By either directly pricing a particular cryptocurrency in other pairs, or by increased liquidity readily accessible to anyone with a computer, bitcoin, ethereum, and other cryptocurrencies are increasing cross priced with other cryptocurrencies.  This cross pricing is causing the cryptocurrency market to become more elastic relative to its underlying fiat demand.  

For example, a hypothetical $20,000 purchase of ether could raise the entire cryptocurrency market by $100,000.  Buying $20,000 of ether has a price inflating effect on bitcoin as bitcoin's value is somewhat priced in ether.
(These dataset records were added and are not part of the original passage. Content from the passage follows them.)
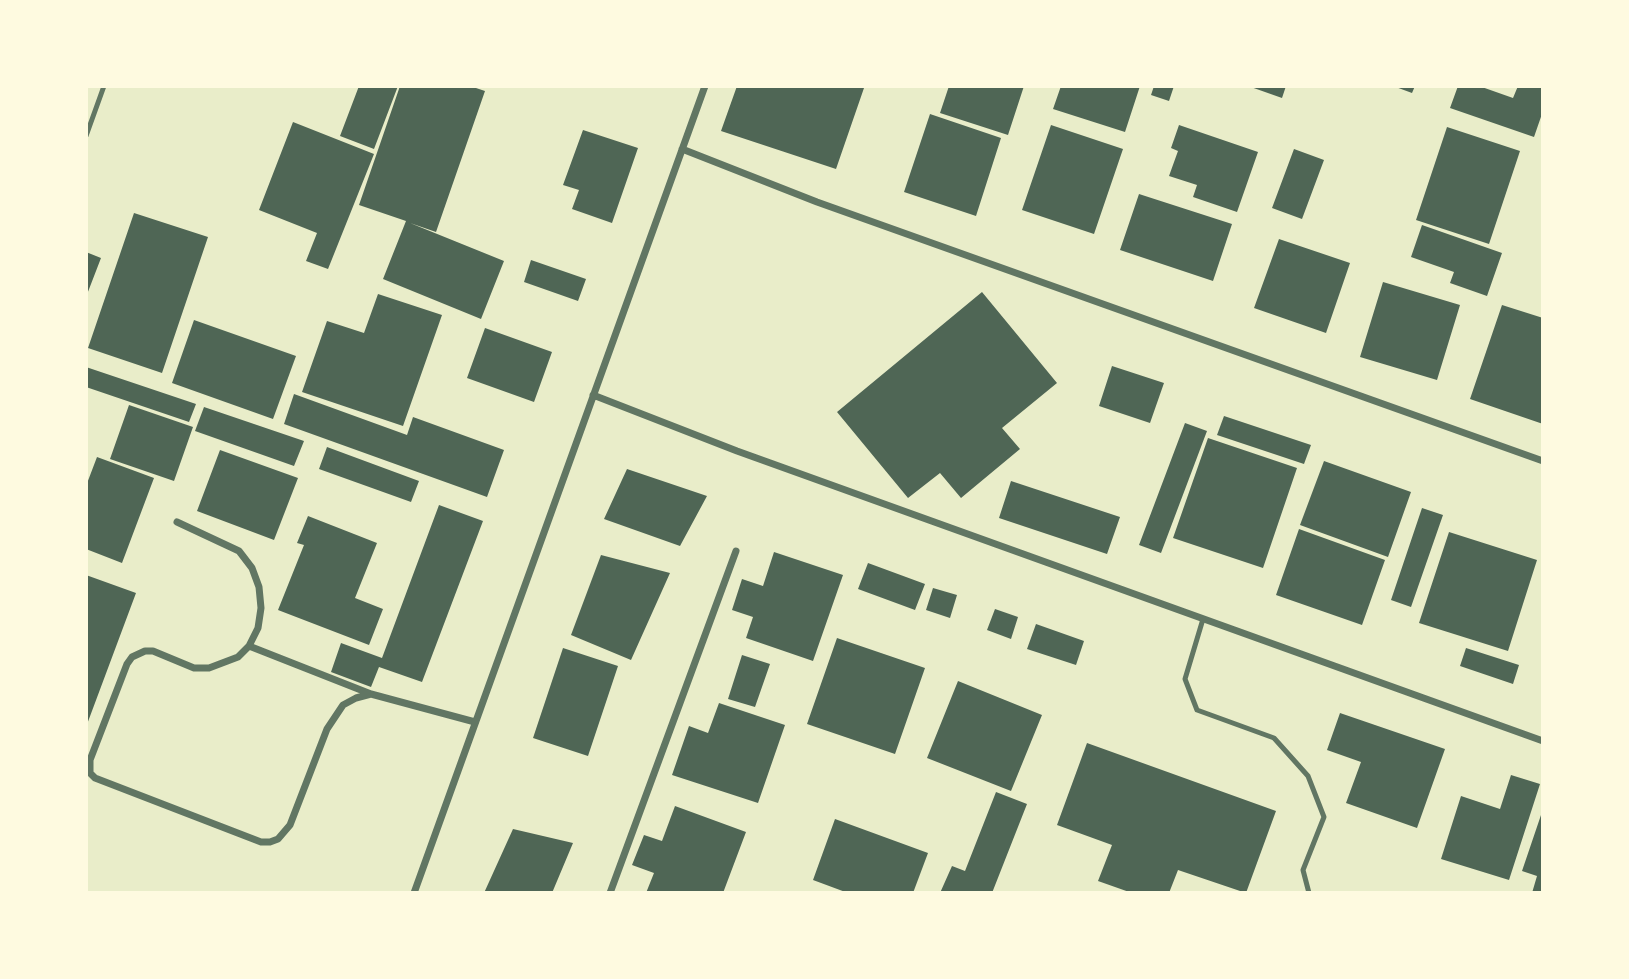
<!DOCTYPE html>
<style>
body{margin:0}
#map{position:relative;width:1629px;height:979px;overflow:hidden;background:#e9edc9;font-family:"PT Sans Narrow",sans-serif}
canvas{display:block}
.frame{position:absolute;inset:0;border:88px solid #fefae0;pointer-events:none}
</style>
<div id="map">
<canvas width="1629" height="979"></canvas>
<div class="frame"></div>
</div>
<script>
const ctx = document.querySelector('canvas').getContext('2d');
ctx.lineJoin = 'round';
function paint(path, color) { ctx.fillStyle = color; ctx.fill(path, 'evenodd'); }
const toPath = rows => new Path2D(rows.map(r => 'M' + r).join(''));
function trace(path, color, width, dash) { ctx.strokeStyle = color; ctx.lineWidth = width; ctx.lineCap = dash ? 'butt' : 'round'; ctx.setLineDash(dash || []); ctx.stroke(path); }
const building = toPath([
 [359,86,398,86,374,149,340,136],
 [400,86,470,86,485,91,436,232,410,223,504,261,481,319,383,279,406,221,359,205],
 [737,86,857,86,864,88,836,169,721,131],
 [949,86,1024,86,1008,135,940,113],
 [1061,86,1140,86,1125,132,1053,109],
 [1154,86,1174,86,1169,101,1151,95],
 [1248,86,1286,86,1282,98],
 [1393,86,1415,86,1412,93],
 [1458,86,1479,86,1513,98,1518,86,1543,86,1543,111,1534,137,1450,108],
 [930,114,1001,138,976,216,904,192],
 [293,122,374,154,328,269,306,261,317,233,259,210],
 [1051,125,1123,149,1094,234,1022,210],
 [1179,125,1258,152,1237,212,1193,197,1197,185,1169,176,1178,151,1171,148],
 [1447,127,1520,151,1489,244,1416,220],
 [583,130,638,148,612,223,572,209,579,190,563,185],
 [1294,149,1324,160,1302,219,1272,208],
 [1139,194,1232,224,1213,281,1120,250],
 [134,213,208,237,162,373,88,348],
 [1422,225,1502,253,1487,296,1450,283,1454,272,1411,257],
 [1279,239,1350,263,1326,333,1254,308],
 [86,252,101,258,86,297],
 [531,260,586,279,578,301,524,282],
 [1383,282,1460,305,1437,380,1360,357],
 [982,292,1057,383,1002,428,1020,449,961,498,940,473,908,498,837,412],
 [378,294,442,315,403,426,302,392,327,321,364,333],
 [1502,305,1543,318,1543,424,1470,399],
 [194,320,296,356,273,419,172,383],
 [485,328,552,352,534,402,467,378],
 [1112,366,1164,383,1150,423,1099,406],
 [86,367,196,404,189,422,86,387],
 [294,394,407,435,413,417,504,450,487,497,284,424],
 [129,405,193,427,174,481,110,459],
 [204,407,304,441,294,466,195,431],
 [1224,416,1311,445,1304,464,1217,435],
 [1185,423,1207,431,1161,553,1139,545],
 [1208,438,1297,468,1263,568,1173,538],
 [327,447,419,481,411,502,319,469],
 [220,450,298,478,274,540,197,511],
 [97,457,154,478,122,563,86,549,86,486],
 [1324,461,1411,492,1388,557,1300,525],
 [627,469,707,496,680,546,604,519],
 [1011,481,1120,517,1107,554,999,518],
 [439,505,483,521,422,682,379,667,371,687,331,672,341,643,382,658],
 [1422,508,1443,515,1411,607,1391,600],
 [308,516,377,543,355,598,383,609,369,645,278,610,304,545,297,543],
 [1299,529,1385,560,1362,625,1276,595],
 [1449,532,1537,560,1508,651,1419,623],
 [774,552,843,575,813,661,746,638,753,617,732,610,742,579,763,586],
 [601,555,670,573,631,660,571,635],
 [868,563,925,584,915,610,858,589],
 [86,575,136,593,86,727],
 [933,588,957,595,950,618,926,610],
 [995,609,1018,617,1011,639,987,630],
 [1036,624,1084,641,1076,665,1027,649],
 [837,638,925,668,895,754,807,724],
 [563,648,618,666,588,756,533,738],
 [1466,648,1519,665,1513,684,1460,666],
 [742,655,770,664,755,707,728,699],
 [958,681,1042,715,1011,791,927,758],
 [719,703,785,725,758,803,672,775,689,726,708,733],
 [1340,713,1445,749,1417,828,1346,803,1361,762,1327,750],
 [1087,743,1276,811,1246,893,1178,870,1169,893,1132,893,1098,881,1112,845,1057,825],
 [1511,775,1540,784,1509,880,1441,859,1461,796,1500,809],
 [996,792,1027,804,992,893,940,893,952,866,965,871],
 [675,806,746,832,723,893,646,893,654,873,632,865,644,835,662,841],
 [1541,815,1543,815,1543,893,1532,893,1537,876,1522,871],
 [835,819,928,853,913,893,848,893,813,880],
 [513,829,573,843,552,893,484,893]
]);
const service = toPath([
 [86,136,104,86],
 [1203,619,1185,679,1197,710,1274,738,1308,776,1324,817,1303,870,1309,893]
]);
const minor = toPath([
 [682,149,817,202,1543,461],
 [593,395,737,451,1543,741],
 [177,522,239,551,252,568,259,587,261,608,258,628,249,646,238,657,209,668,194,668,153,651,145,651,132,657,127,664,90,760,90,773,95,778,261,842,270,842,278,839,290,825,327,729,343,705,356,698,371,694,475,722],
 [249,646,371,694],
 [414,893,705,86],
 [610,893,736,551]
]);
paint(building, '#4f6655');
trace(service, '#617663', 5);
trace(minor, '#617663', 7);
</script>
By the time arbitrage is performed to absorb the purchase of ether, bitcoin's price relative to ether may outrun the utility of arbitrage.

Cryptocurrency markets now experience a sort of money multiplier effect, not through banks inflating the money supply by supplying customers loans, but through cross price action outrunning arbitrage.

Cryptocurrency market value is now less tied to value derived from fiat base money, which in this case could be thought of as liquid fiat money actively available for use in exchange of cryptocurrencies.  Instead, a particular cryptocurrency value is more tied to this cross pricing.  The larger this fiat base money supply, the much larger the cryptocurrency market value becomes.  

State issues fiat has not been sufficiently divisible for such usage, causing price stickiness thanks to its indiscrete nature, but cryptocurrency's divisible properties allow "money creation" merely through division and cross pricing.  

Bitcoin's decreasing liquidity, compared to a lopsided liquidity of fiat, may have helped spur the sudden explosion of cryptocurrency value.  Bitcoin's decreasing liquidity due to unresolved technical issues helps increase cross pricing money multiplier effect.  Holders may not have time to sell before  markets reprice other assets, which are then in turn pricing bitcoin itself.  This illiquidity may have caused a feedback loop in cryptocurrency.  When purchasing however, services like Coinbase allow relatively quick purchases, a lopsided purchasing liquidity power of fiat relative to illiquid bitcoin selling.

This may also mean there could be extraordinary downward swings in value as markets adapt to this illiquidity.

Regardless of hypotheticals, cross pricing further removes bitcoin's value from being tied to fiat.  Cryptocurrency is becoming a more closed system as internal cross pricing increases and external fiat pricing decreases.